====== Data listing ======

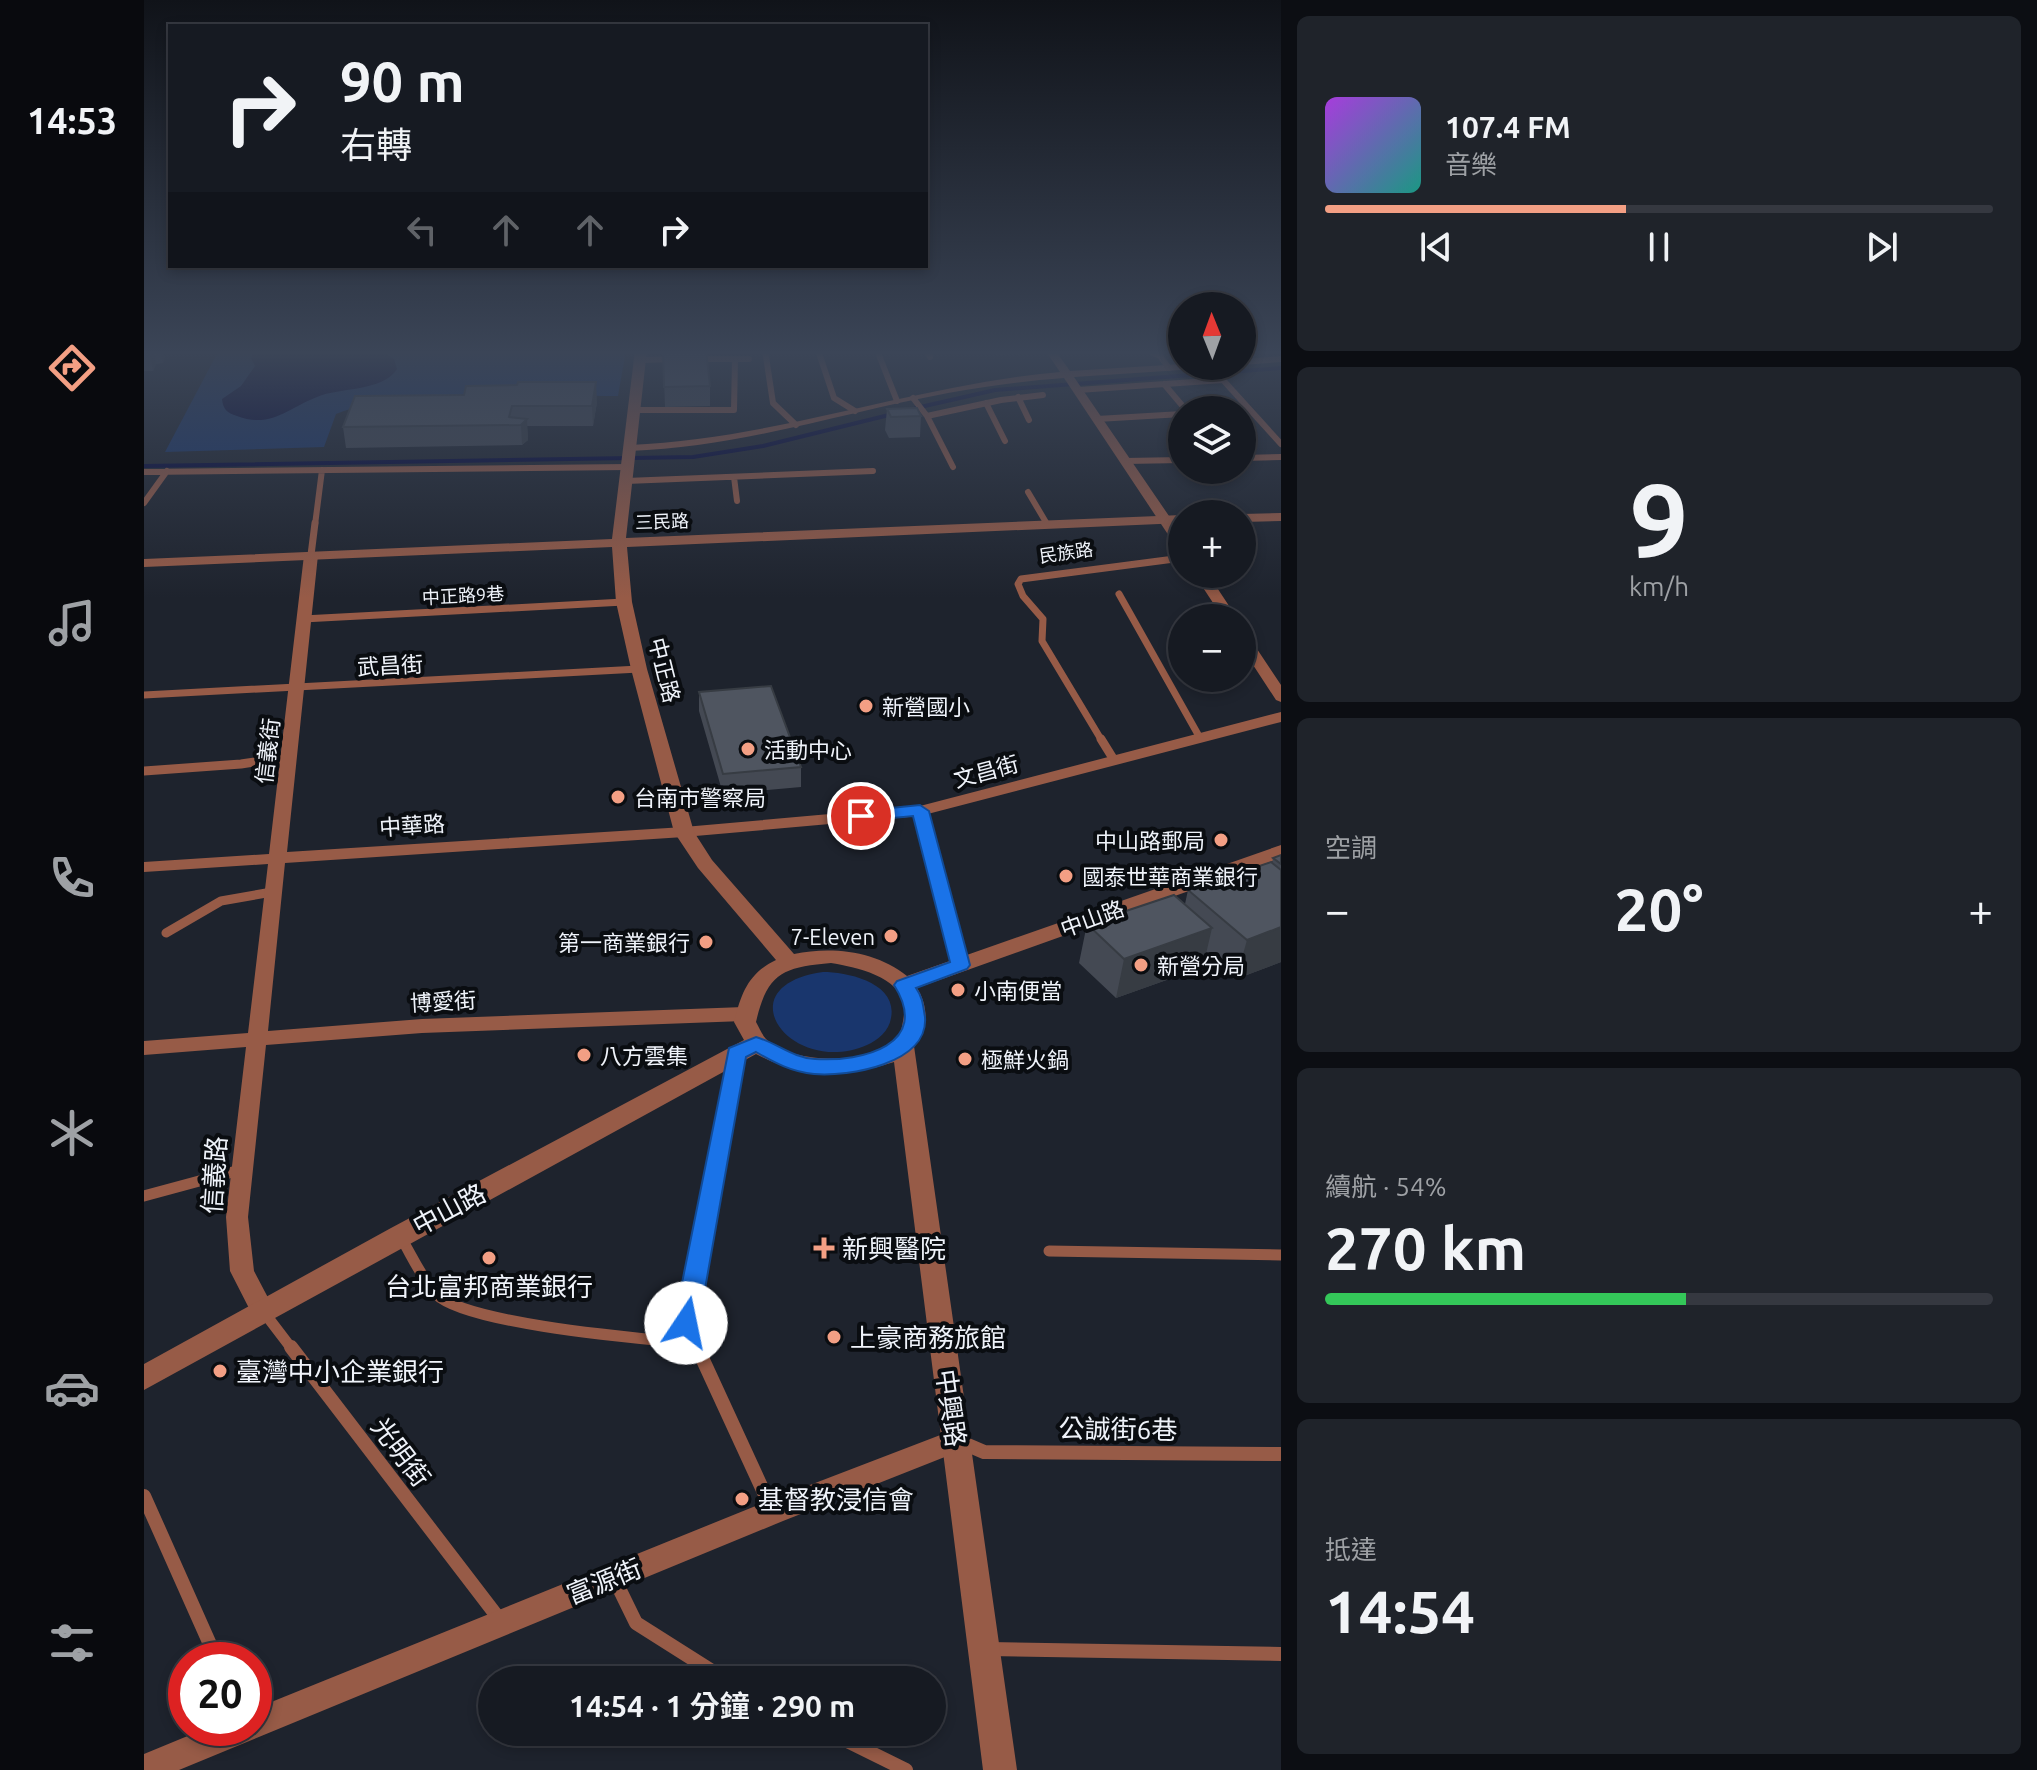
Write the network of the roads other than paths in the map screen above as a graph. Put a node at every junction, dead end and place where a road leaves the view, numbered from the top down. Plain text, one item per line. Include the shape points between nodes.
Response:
1 (633, 433) edge
2 (761, 433) edge
3 (935, 433) edge
4 (1001, 433) edge
5 (1106, 433) edge
6 (1005, 441) dead end
7 (1281, 457) edge
8 (1256, 458) edge
9 (1168, 460) edge
10 (1125, 461) junction
11 (628, 463) junction
12 (953, 467) dead end
13 (322, 470) junction
14 (167, 471) junction
15 (873, 471) dead end
16 (144, 472) edge
17 (734, 477) junction
18 (1028, 492) dead end
19 (737, 501) dead end
20 (144, 503) edge
21 (1281, 517) edge
22 (1256, 518) edge
23 (1165, 519) junction
24 (1047, 524) junction
25 (1168, 524) edge
26 (619, 541) junction
27 (311, 555) junction
28 (1168, 560) edge
29 (144, 563) edge
30 (1119, 594) dead end
31 (624, 602) junction
32 (303, 619) junction
33 (1256, 659) edge
34 (639, 669) junction
35 (296, 688) junction
36 (144, 695) edge
37 (1281, 697) edge
38 (1281, 717) edge
39 (1200, 738) junction
40 (288, 757) junction
41 (1114, 760) junction
42 (144, 771) edge
43 (920, 811) junction
44 (684, 832) junction
45 (1281, 851) edge
46 (276, 857) junction
47 (144, 867) edge
48 (272, 892) junction
49 (166, 933) dead end
50 (788, 961) junction
51 (960, 965) junction
52 (904, 985) junction
53 (744, 1014) junction
54 (255, 1038) junction
55 (903, 1046) junction
56 (144, 1048) edge
57 (746, 1048) junction
58 (240, 1170) junction
59 (144, 1196) edge
60 (400, 1235) junction
61 (1049, 1251) dead end
62 (1281, 1255) edge
63 (263, 1311) junction
64 (697, 1344) junction
65 (144, 1378) edge
66 (956, 1441) junction
67 (1281, 1454) edge
68 (144, 1496) edge
69 (773, 1512) junction
70 (613, 1577) junction
71 (502, 1623) junction
72 (209, 1642) edge
73 (984, 1649) junction
74 (1281, 1654) edge
75 (704, 1666) edge
76 (272, 1717) edge
77 (200, 1746) edge
78 (857, 1746) edge
79 (144, 1769) edge
80 (906, 1770) edge
81 (1000, 1770) edge

1 - 11 street, 中正路
2 - 11 street
3 - 12 lane
4 - 6 lane
5 - 10 street
7 - 8 lane
9 - 10 lane
10 - 23 street
11 - 13 lane
11 - 17 lane
11 - 26 street, 中正路
13 - 14 lane
13 - 27 lane, 信義街
14 - 16 lane
14 - 20 lane
15 - 17 lane
17 - 19 lane
18 - 24 lane
21 - 22 street
23 - 24 street, 三民路
23 - 25 street
24 - 26 street, 三民路
26 - 27 street, 三民路
26 - 31 street, 中正路
27 - 29 street, 三民路
27 - 32 street, 信義街
28 - 41 lane, 民族路 via 1064,571 1018,584 1043,619 1042,641
30 - 39 lane
31 - 32 lane, 中正路9巷
31 - 34 street, 中正路
32 - 35 street, 信義街
33 - 37 street
34 - 35 lane, 武昌街
34 - 44 street, 中正路
35 - 36 lane, 武昌街
35 - 40 street, 信義街
38 - 39 street, 文昌街
39 - 41 street, 文昌街
40 - 42 lane
40 - 46 street, 信義街
41 - 43 street, 文昌街
43 - 44 street, 文昌街
43 - 51 lane
44 - 46 street, 中華路
44 - 50 street, 中正路
45 - 51 street, 中山路
46 - 47 street, 中華路
46 - 48 street, 信義街
48 - 49 lane via 221,901
48 - 54 street, 信義街
50 - 52 street via 852,959
50 - 53 street via 761,978
51 - 52 street, 中山路
52 - 55 street via 916,1011
53 - 54 street, 博愛街
53 - 57 street
54 - 56 street, 博愛街
54 - 58 street, 信義路
55 - 57 street via 867,1063 815,1067
55 - 66 street, 中興路
57 - 60 street, 中山路
57 - 64 lane via 686,1323
58 - 59 lane
58 - 63 street, 信義路 via 242,1271
60 - 63 street, 中山路
60 - 64 lane via 437,1295 465,1309 577,1332
61 - 62 lane
63 - 65 street, 中山路
63 - 71 lane, 光明街
64 - 69 lane
66 - 67 lane, 公誠街6巷 via 984,1452
66 - 69 street, 富源街
66 - 73 street, 中興路
68 - 72 lane
69 - 70 street, 富源街
70 - 71 street, 富源街
70 - 75 lane via 636,1623
71 - 76 street, 富源街
73 - 74 lane
73 - 81 street, 中興路
77 - 79 street
78 - 80 lane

======

* [Brief]: Scan the data, and report each line that uses the word "dead".

* [Finished exercise]:
Write the network of the roads other than paths in the map screen above as a graph. Put a node at every junction, dead end and place where a road leaves the view, numbered from the top down. Plain text, one item per line. Include the shape points between nodes.
6 (1005, 441) dead end
12 (953, 467) dead end
15 (873, 471) dead end
18 (1028, 492) dead end
19 (737, 501) dead end
30 (1119, 594) dead end
49 (166, 933) dead end
61 (1049, 1251) dead end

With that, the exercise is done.